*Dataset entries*
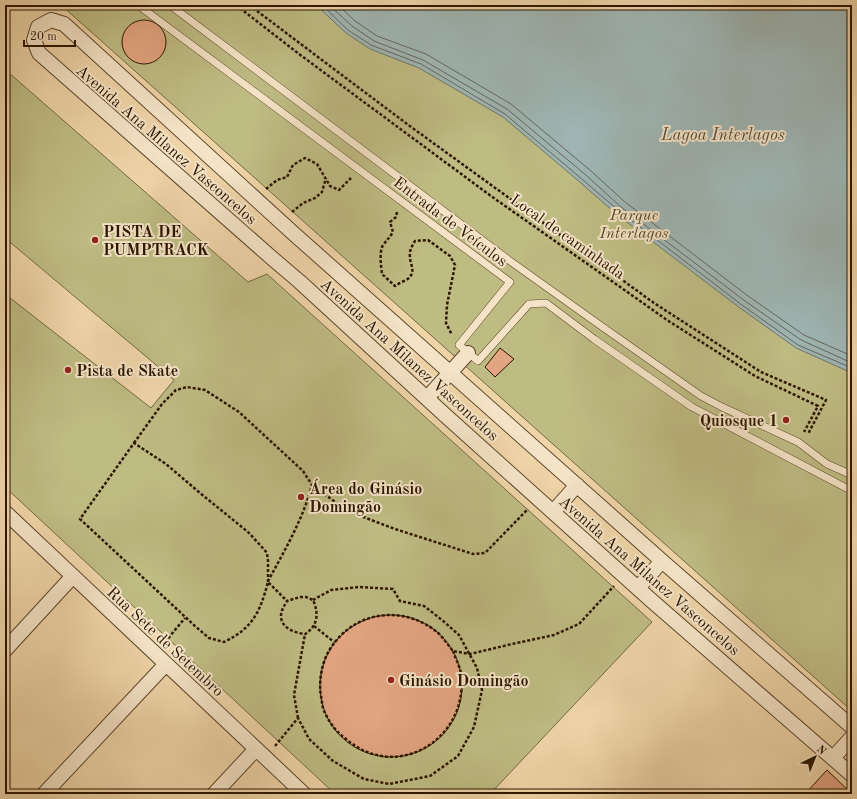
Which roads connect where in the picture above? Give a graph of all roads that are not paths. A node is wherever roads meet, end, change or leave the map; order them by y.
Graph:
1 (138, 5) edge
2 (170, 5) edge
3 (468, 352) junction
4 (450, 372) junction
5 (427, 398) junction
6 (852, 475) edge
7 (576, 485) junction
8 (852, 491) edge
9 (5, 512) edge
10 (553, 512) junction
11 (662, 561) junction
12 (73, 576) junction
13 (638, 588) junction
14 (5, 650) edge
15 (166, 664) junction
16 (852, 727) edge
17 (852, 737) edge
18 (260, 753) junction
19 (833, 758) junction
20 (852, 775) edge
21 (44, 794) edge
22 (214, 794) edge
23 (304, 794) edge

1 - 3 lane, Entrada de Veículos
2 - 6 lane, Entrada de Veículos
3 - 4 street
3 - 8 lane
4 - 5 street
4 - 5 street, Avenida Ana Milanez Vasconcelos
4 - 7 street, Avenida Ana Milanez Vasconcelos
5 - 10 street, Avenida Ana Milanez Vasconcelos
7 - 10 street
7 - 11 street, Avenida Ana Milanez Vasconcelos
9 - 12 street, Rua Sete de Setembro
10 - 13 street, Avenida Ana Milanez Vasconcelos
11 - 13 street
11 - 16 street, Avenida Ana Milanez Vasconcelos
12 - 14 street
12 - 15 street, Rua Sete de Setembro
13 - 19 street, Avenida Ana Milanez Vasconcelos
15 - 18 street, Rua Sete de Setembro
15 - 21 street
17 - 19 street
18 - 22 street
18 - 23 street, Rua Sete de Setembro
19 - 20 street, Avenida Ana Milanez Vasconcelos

...

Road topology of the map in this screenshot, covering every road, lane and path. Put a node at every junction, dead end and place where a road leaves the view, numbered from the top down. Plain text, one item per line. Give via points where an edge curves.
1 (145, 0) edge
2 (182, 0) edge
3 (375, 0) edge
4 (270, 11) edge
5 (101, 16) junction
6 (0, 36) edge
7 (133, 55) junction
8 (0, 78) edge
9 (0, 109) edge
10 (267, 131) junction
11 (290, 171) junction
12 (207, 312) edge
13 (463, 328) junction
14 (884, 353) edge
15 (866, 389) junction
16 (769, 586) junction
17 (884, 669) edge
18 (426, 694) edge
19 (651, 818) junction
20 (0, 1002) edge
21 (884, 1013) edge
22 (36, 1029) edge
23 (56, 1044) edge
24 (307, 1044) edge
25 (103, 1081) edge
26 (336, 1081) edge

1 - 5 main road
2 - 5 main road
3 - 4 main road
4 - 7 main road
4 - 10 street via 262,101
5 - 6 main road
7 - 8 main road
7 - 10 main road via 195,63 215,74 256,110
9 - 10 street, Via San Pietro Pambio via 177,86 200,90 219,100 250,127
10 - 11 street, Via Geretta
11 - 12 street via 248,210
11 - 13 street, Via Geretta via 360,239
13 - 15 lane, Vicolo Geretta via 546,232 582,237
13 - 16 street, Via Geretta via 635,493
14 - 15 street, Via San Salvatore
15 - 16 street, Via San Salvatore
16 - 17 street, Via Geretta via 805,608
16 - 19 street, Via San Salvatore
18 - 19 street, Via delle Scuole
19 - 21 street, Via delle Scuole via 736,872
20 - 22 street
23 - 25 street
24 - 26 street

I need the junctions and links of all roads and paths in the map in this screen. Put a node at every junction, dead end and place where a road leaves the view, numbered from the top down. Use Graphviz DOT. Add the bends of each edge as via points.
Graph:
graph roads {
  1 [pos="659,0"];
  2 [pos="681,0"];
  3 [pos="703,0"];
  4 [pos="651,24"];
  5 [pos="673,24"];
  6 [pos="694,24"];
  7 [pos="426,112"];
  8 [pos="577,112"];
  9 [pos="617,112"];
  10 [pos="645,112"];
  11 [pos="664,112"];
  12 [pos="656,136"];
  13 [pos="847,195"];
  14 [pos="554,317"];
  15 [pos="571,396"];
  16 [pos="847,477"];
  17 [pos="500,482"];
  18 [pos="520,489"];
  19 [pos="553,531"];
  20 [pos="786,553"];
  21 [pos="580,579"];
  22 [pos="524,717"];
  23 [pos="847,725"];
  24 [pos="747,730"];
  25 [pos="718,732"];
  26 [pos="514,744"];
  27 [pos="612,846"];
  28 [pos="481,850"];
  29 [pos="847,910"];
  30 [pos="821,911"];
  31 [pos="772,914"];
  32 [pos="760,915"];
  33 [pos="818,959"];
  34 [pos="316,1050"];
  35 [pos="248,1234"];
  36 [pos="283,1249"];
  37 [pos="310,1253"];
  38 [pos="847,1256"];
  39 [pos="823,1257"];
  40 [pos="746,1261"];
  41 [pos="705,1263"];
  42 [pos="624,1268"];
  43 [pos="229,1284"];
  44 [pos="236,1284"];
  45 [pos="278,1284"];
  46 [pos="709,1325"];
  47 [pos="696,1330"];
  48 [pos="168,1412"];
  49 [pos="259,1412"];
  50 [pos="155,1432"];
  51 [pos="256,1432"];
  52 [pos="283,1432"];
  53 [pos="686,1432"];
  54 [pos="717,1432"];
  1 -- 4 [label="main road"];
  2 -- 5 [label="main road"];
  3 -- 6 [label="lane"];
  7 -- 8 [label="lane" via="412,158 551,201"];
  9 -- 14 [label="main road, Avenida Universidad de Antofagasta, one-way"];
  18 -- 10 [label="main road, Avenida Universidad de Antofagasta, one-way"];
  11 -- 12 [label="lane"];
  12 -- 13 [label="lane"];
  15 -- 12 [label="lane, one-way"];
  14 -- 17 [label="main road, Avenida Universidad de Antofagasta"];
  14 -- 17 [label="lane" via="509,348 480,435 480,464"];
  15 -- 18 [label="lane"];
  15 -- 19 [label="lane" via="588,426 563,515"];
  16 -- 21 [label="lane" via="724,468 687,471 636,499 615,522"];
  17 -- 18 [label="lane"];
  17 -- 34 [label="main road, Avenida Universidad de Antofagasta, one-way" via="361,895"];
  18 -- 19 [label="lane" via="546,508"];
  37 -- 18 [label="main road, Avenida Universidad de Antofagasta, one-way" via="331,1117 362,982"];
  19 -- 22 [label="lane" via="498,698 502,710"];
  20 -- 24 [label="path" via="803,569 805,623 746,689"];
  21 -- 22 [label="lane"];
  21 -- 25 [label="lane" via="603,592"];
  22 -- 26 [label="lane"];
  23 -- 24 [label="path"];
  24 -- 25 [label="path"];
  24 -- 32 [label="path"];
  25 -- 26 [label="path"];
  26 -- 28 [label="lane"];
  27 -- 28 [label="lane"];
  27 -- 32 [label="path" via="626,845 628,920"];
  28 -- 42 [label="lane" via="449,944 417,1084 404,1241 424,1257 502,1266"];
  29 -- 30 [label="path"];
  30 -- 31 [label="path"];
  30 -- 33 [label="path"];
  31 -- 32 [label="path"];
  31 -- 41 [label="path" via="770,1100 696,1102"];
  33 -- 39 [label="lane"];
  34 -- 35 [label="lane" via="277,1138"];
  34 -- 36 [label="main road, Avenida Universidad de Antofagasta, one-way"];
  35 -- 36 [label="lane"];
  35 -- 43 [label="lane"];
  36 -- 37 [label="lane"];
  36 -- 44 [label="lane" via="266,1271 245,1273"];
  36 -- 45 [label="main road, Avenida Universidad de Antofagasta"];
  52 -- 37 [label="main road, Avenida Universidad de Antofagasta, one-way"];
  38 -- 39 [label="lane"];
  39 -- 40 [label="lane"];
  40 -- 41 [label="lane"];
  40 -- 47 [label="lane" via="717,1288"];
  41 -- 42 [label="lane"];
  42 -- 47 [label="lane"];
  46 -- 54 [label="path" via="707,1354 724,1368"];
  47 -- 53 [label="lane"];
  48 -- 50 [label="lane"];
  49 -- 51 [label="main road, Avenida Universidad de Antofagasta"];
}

*WORK TASK*
Copy whichever lines above contain the string "Scuole".

*ANSWER*
18 - 19 street, Via delle Scuole
19 - 21 street, Via delle Scuole via 736,872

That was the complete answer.